This year marks the 50th anniversary of the California Master Plan for Higher Education. It is an opportune moment to remember that almost since Europeans landed on this continent education has been the site of civil rights struggle. For many decades, college education was primarily for the upper classes only. Americans fought to democratize education throughout the 19th century and into the mid-20th century as we desegregated schools and provided education to more than just a relatively homogenous group of students. Key Supreme Court decisions, civil protests, courageous individuals and groups, and other demonstrations of the public will around these issues drove the effort and we slowly made progress toward providing a meaningful education for all our citizens. The late 1960s and early 1970s might be considered the peak of our nation’s collective will around these issues. Ethnic studies and other related departments were formed. Schools were held accountable. Data were collected. We could see concretely the changes in our institutions. The Master Plan, passed in 1960, demonstrated that California was at the forefront of these issues.
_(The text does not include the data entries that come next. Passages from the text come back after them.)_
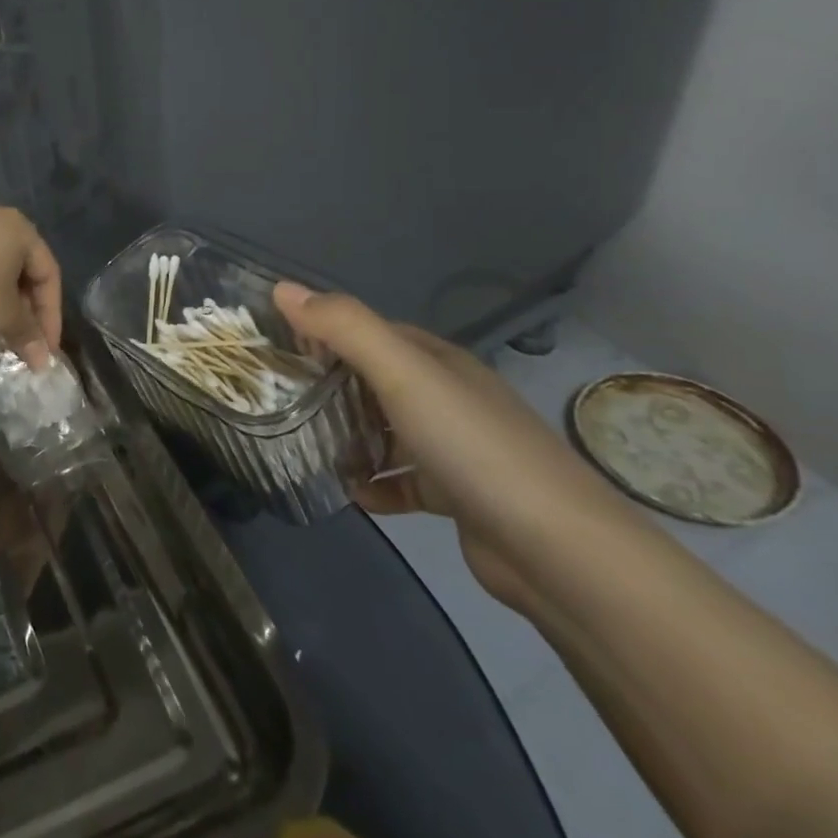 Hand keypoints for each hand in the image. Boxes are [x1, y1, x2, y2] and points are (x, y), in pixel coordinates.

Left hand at [0, 207, 62, 366]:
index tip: (46, 348)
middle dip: (26, 308)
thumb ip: (28, 333)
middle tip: (25, 340)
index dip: (51, 315)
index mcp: (19, 227)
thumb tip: (43, 361)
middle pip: (21, 266)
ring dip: (1, 299)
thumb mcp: (4, 315)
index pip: (48, 273)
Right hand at [273, 283, 615, 607]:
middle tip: (280, 400)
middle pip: (375, 380)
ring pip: (386, 430)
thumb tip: (282, 287)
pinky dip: (376, 484)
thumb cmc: (472, 446)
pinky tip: (353, 493)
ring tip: (305, 445)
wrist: (559, 551)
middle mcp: (448, 397)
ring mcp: (456, 448)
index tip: (278, 349)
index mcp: (438, 361)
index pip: (371, 332)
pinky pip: (404, 481)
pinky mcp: (459, 496)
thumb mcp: (403, 374)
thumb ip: (344, 327)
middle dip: (330, 386)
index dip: (325, 333)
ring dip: (350, 437) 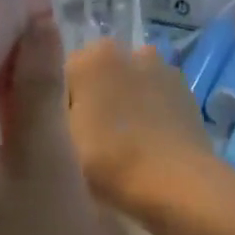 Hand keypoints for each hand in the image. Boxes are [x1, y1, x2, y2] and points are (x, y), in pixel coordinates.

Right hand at [65, 39, 214, 211]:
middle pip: (97, 73)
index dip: (58, 104)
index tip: (62, 133)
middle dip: (92, 97)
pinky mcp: (185, 90)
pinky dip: (147, 109)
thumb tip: (56, 101)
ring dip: (121, 101)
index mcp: (93, 56)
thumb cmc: (110, 161)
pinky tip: (147, 140)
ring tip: (121, 142)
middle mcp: (129, 50)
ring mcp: (162, 68)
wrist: (178, 184)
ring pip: (127, 82)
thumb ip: (49, 109)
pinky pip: (154, 95)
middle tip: (89, 139)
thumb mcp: (59, 139)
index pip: (61, 72) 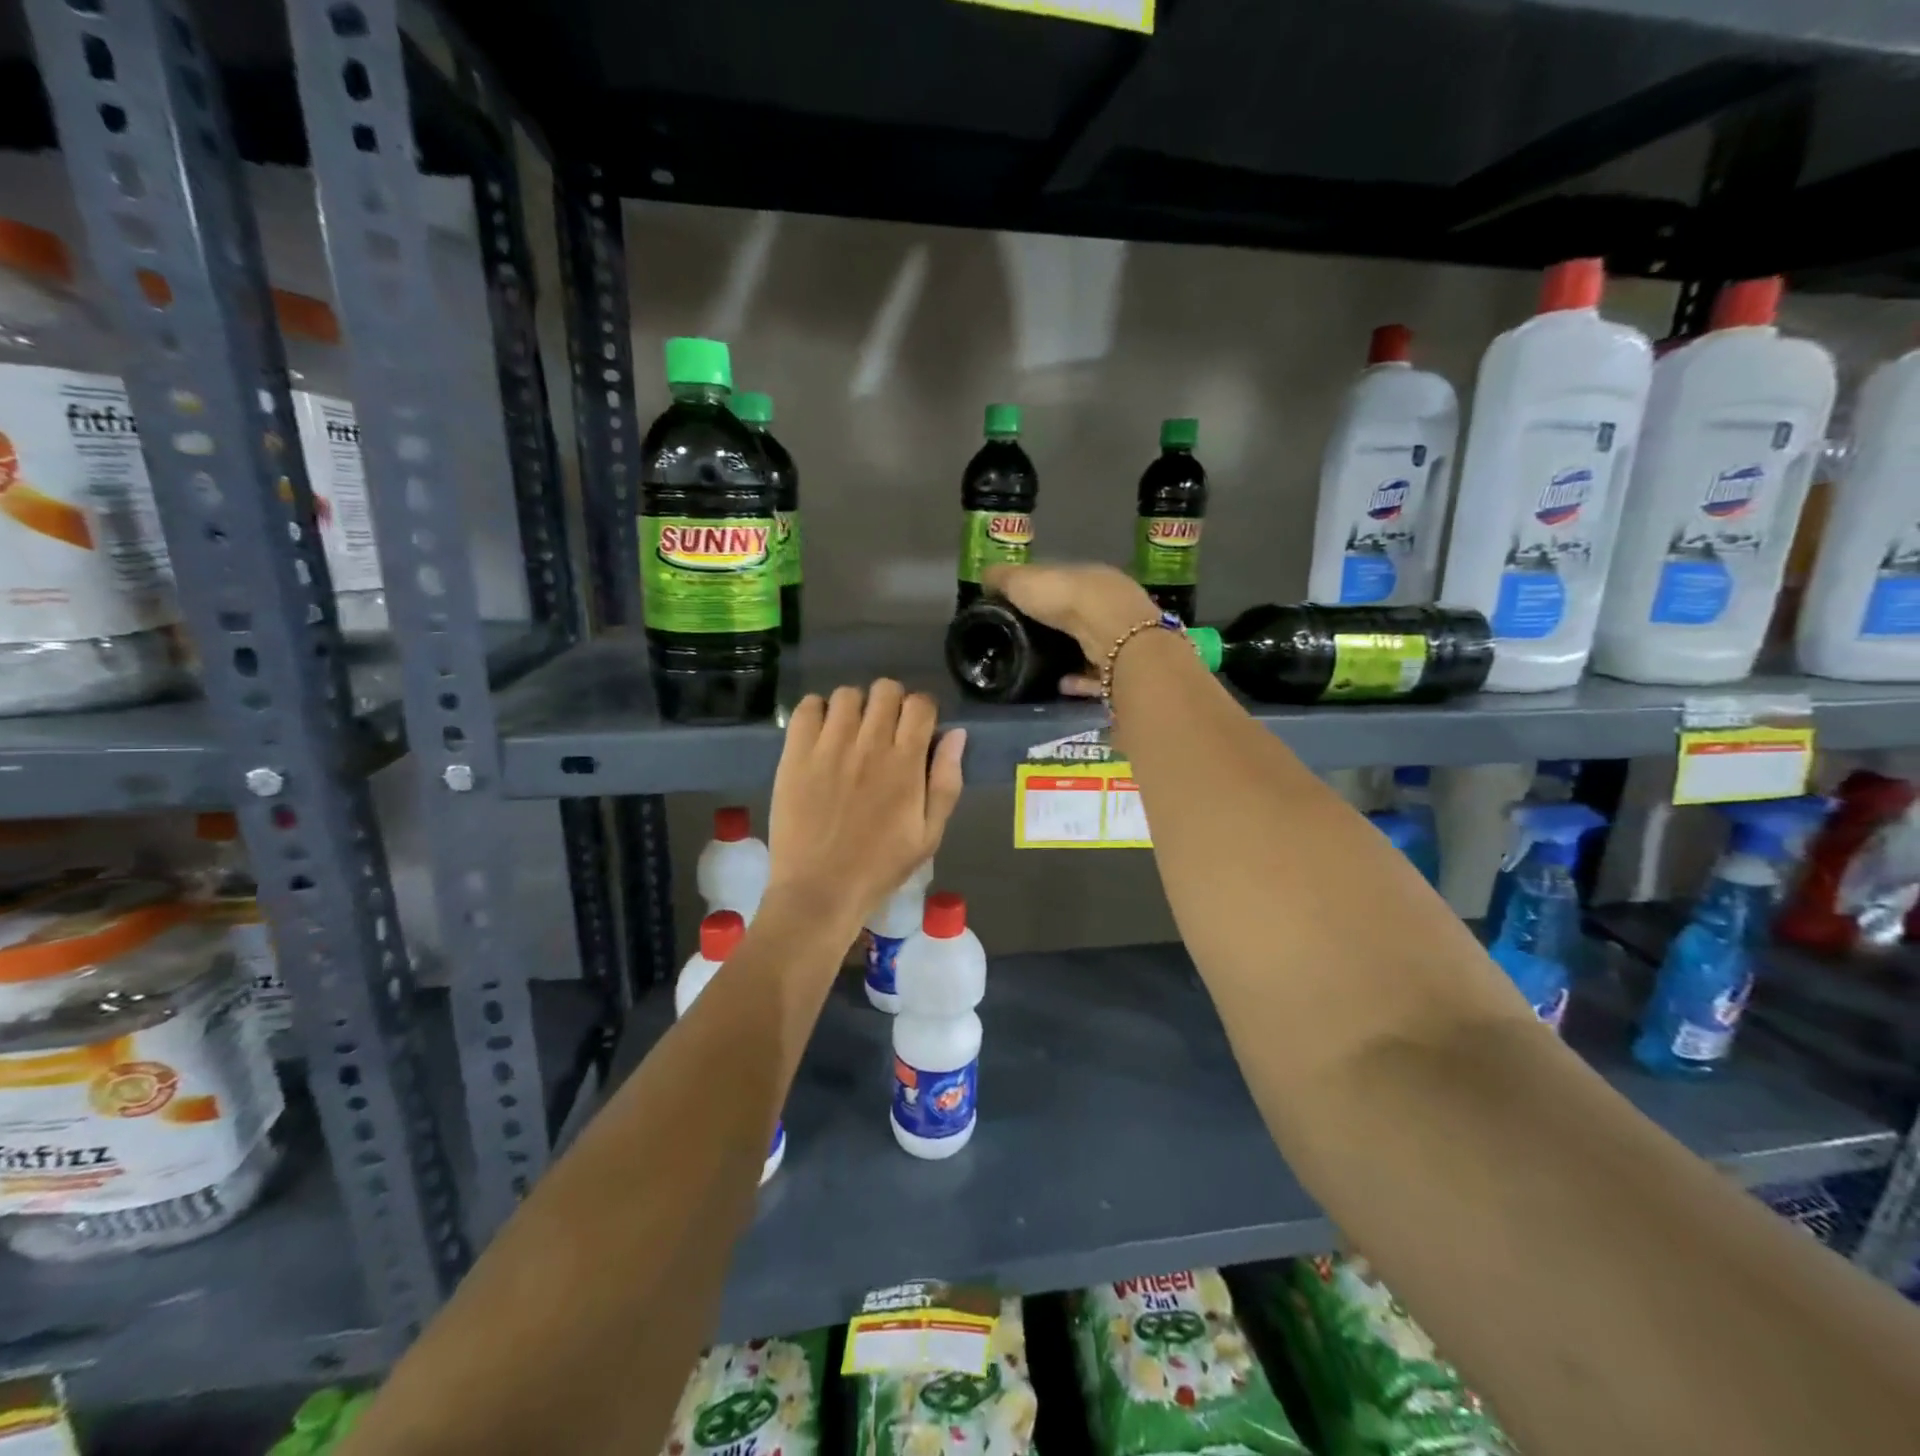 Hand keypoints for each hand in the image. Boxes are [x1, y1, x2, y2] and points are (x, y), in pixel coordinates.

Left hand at [767, 681, 965, 926]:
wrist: (820, 891)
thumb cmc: (880, 866)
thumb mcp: (929, 834)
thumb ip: (946, 781)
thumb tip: (956, 734)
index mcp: (905, 763)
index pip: (920, 704)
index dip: (923, 710)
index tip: (917, 728)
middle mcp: (869, 744)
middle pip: (886, 690)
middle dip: (892, 702)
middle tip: (885, 730)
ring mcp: (829, 747)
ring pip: (847, 694)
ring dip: (855, 707)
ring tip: (851, 733)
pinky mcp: (795, 754)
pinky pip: (807, 707)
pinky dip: (818, 712)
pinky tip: (822, 735)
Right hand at [982, 562, 1160, 697]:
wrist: (1113, 634)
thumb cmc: (1067, 599)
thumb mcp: (1024, 581)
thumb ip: (1004, 579)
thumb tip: (986, 576)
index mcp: (1090, 576)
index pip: (1064, 582)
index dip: (1042, 592)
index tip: (1020, 608)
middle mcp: (1111, 603)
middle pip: (1081, 615)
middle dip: (1058, 626)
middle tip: (1027, 640)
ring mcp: (1123, 635)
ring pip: (1093, 644)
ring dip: (1070, 655)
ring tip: (1041, 667)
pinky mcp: (1125, 666)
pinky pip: (1098, 674)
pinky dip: (1080, 679)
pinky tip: (1060, 685)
Unfortunately, at some point in the last 30 years, education as a locus for civil rights struggle was lost. Debates over how to collect and report data and what should be measured have become more important than actual progress for people. Today, many pretend that class, race, gender, sexual orientation, physical ability, language, and other dimensions of difference in society do not matter. They say that they don’t see those differences; they only see people. To make such assertions is either to be ignorant of or purposely elide the real disparities that exist in our society, where women still make less than men for the same work, where people of color are still disproportionately unemployed, where the LGBT community still suffers hate crimes, and where the gap between the rich and the poor continues to grow.
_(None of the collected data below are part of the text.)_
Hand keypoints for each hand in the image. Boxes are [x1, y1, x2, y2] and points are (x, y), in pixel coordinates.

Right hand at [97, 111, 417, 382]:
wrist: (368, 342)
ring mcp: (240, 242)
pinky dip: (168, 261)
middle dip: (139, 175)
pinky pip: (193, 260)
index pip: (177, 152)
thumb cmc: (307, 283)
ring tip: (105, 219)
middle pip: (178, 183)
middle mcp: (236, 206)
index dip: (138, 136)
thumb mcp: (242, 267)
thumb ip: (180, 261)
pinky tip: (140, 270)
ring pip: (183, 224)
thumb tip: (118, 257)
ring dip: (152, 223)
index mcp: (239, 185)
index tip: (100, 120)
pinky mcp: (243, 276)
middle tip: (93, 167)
City College, along with the other community colleges around the state, is on the front lines of the modern day movement for civil rights. I believe, as I know you do, that education is the key to our state’s economic development and, more importantly, to a more just and tolerant society. Education teaches us to respect and appreciate the differences among peoples. Education provides access to jobs and resources and promotes sound decisions about those resources for future generations. Thus, when we accept the challenge of educating all our students, we are creating the future we want to see.
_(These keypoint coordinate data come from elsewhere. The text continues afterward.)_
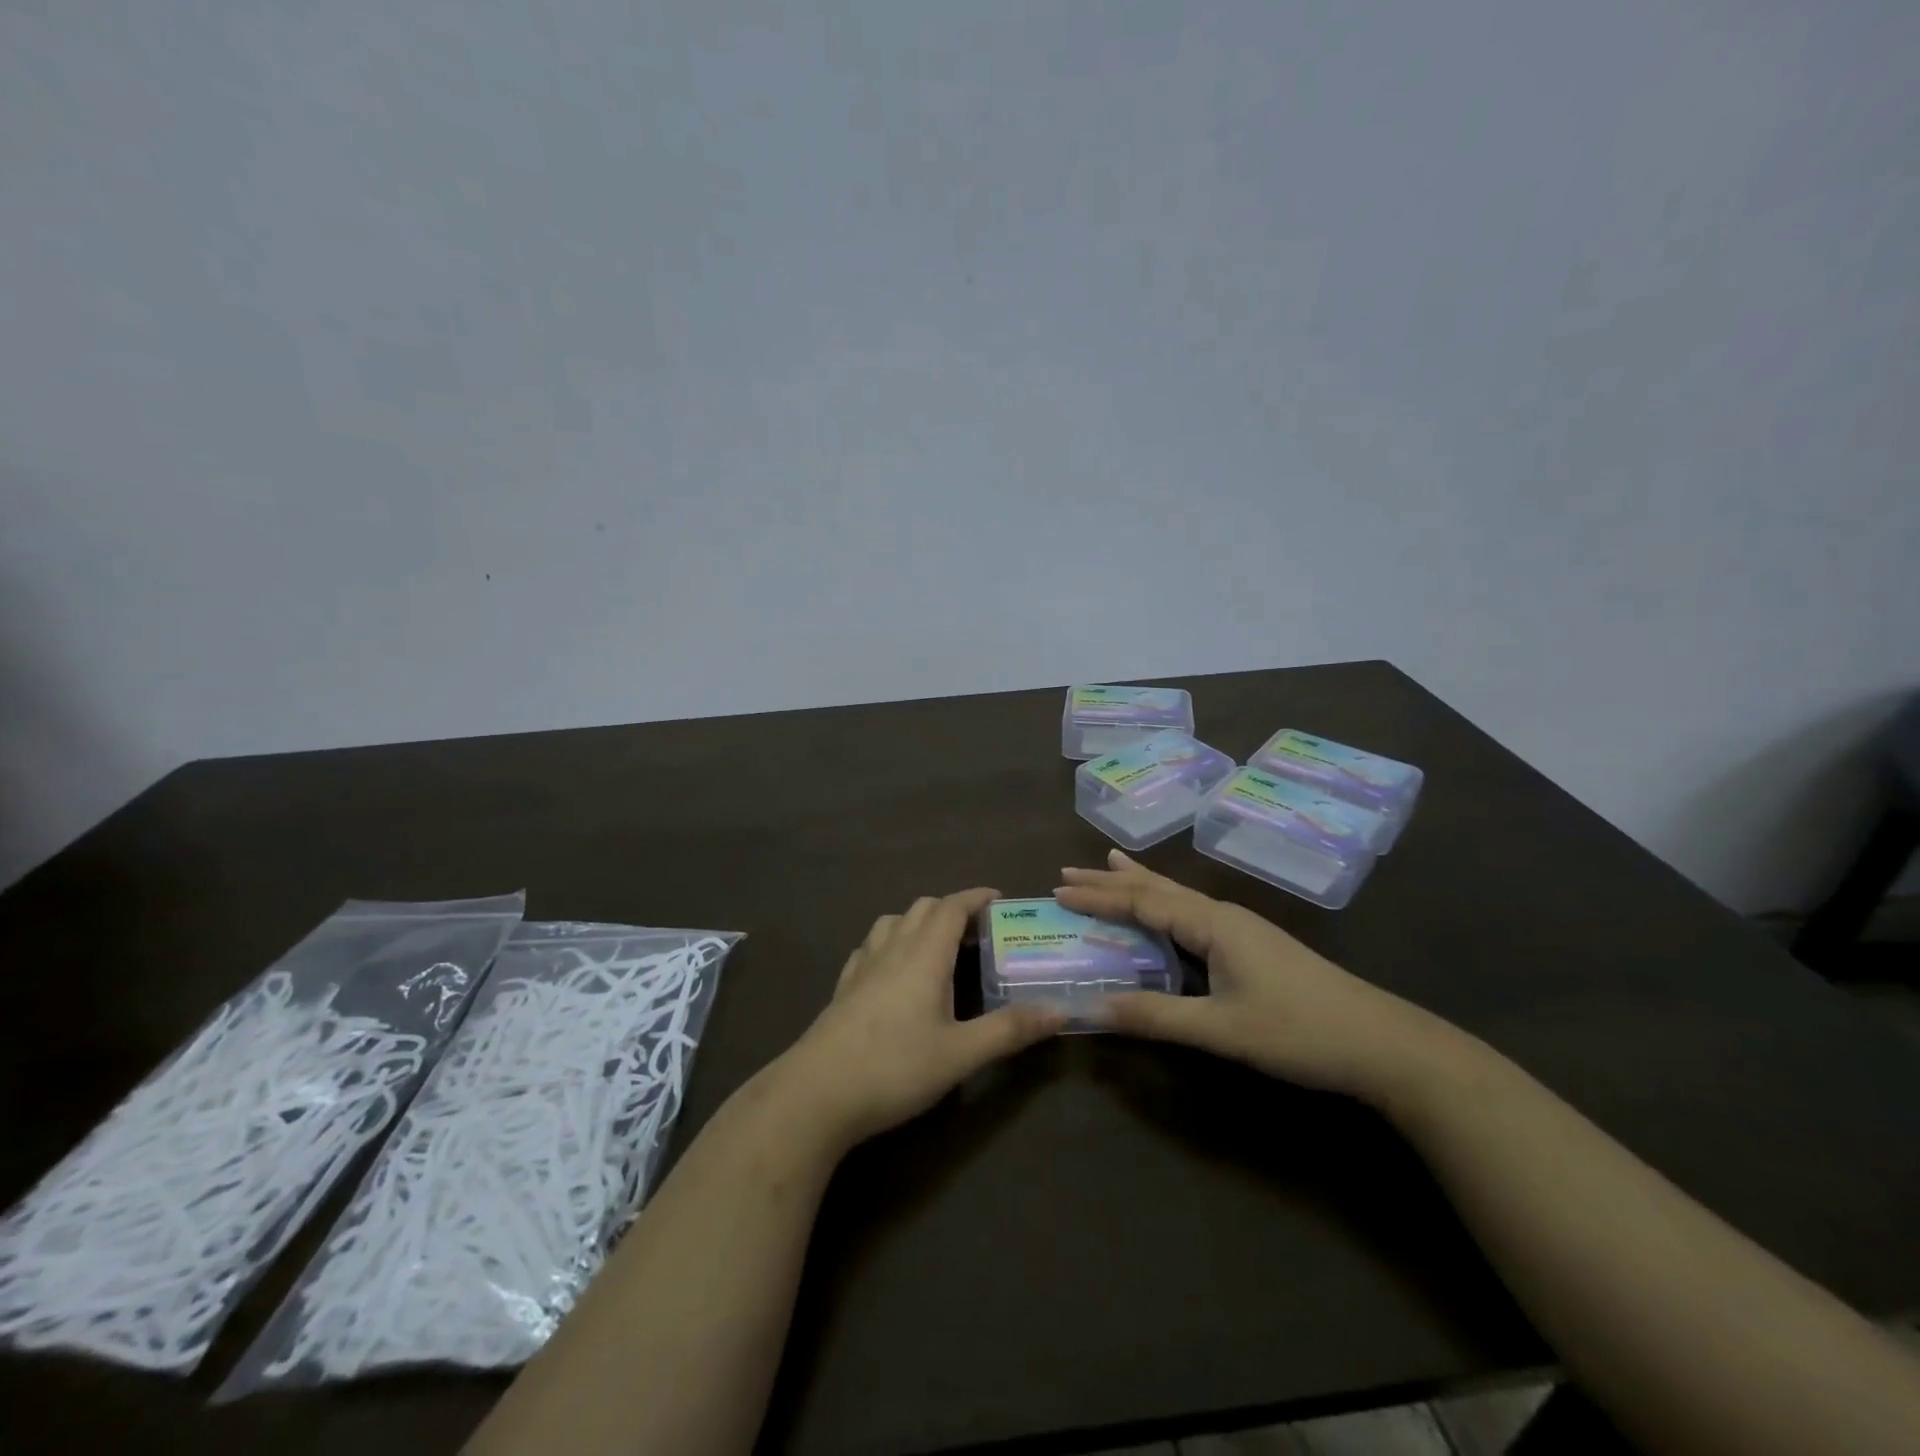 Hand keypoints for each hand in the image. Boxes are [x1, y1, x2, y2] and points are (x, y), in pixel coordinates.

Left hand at [772, 888, 1064, 1150]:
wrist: (816, 1094)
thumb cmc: (894, 1068)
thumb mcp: (960, 1054)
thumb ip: (1009, 1030)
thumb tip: (1058, 1010)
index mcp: (923, 956)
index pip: (951, 907)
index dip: (975, 897)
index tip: (999, 898)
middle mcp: (892, 950)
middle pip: (922, 908)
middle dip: (950, 909)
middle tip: (976, 931)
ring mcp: (862, 967)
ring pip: (891, 923)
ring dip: (917, 922)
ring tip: (937, 947)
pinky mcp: (842, 989)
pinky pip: (869, 947)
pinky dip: (889, 943)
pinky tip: (893, 972)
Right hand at [1056, 851, 1458, 1103]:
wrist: (1381, 1044)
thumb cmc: (1298, 1032)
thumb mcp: (1221, 1030)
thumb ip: (1156, 1017)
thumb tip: (1093, 1009)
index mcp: (1212, 924)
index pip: (1142, 901)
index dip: (1098, 898)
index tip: (1057, 890)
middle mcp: (1222, 914)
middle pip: (1157, 889)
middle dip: (1111, 880)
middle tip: (1068, 870)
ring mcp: (1241, 927)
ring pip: (1176, 896)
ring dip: (1138, 883)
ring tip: (1109, 863)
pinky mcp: (1253, 944)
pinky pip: (1192, 911)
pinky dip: (1165, 902)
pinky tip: (1168, 908)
As we continue to look for ways to close the achievement gap at City College, we should remember that this work is part of a proud tradition of teachers, community organizers, pastors, and other local leaders that stood up for what they believed was right. Every day, watching and listening to my students, I see that the fight for civil rights is just as relevant and necessary now as it was 50 years ago. I recognize the wealth of skills and experiences that my students bring to my classroom and I strive to help them use their knowledge to succeed in the class. Every semester, in the midst of that process—sometimes failing, sometimes succeeding—I understand anew that it will be through working together with our students, that we will close the achievement gap. Each one of us, in our own ways, can contribute to reaching this goal. And when we reach it, our school and our society will more fully realize the vision on which they were founded.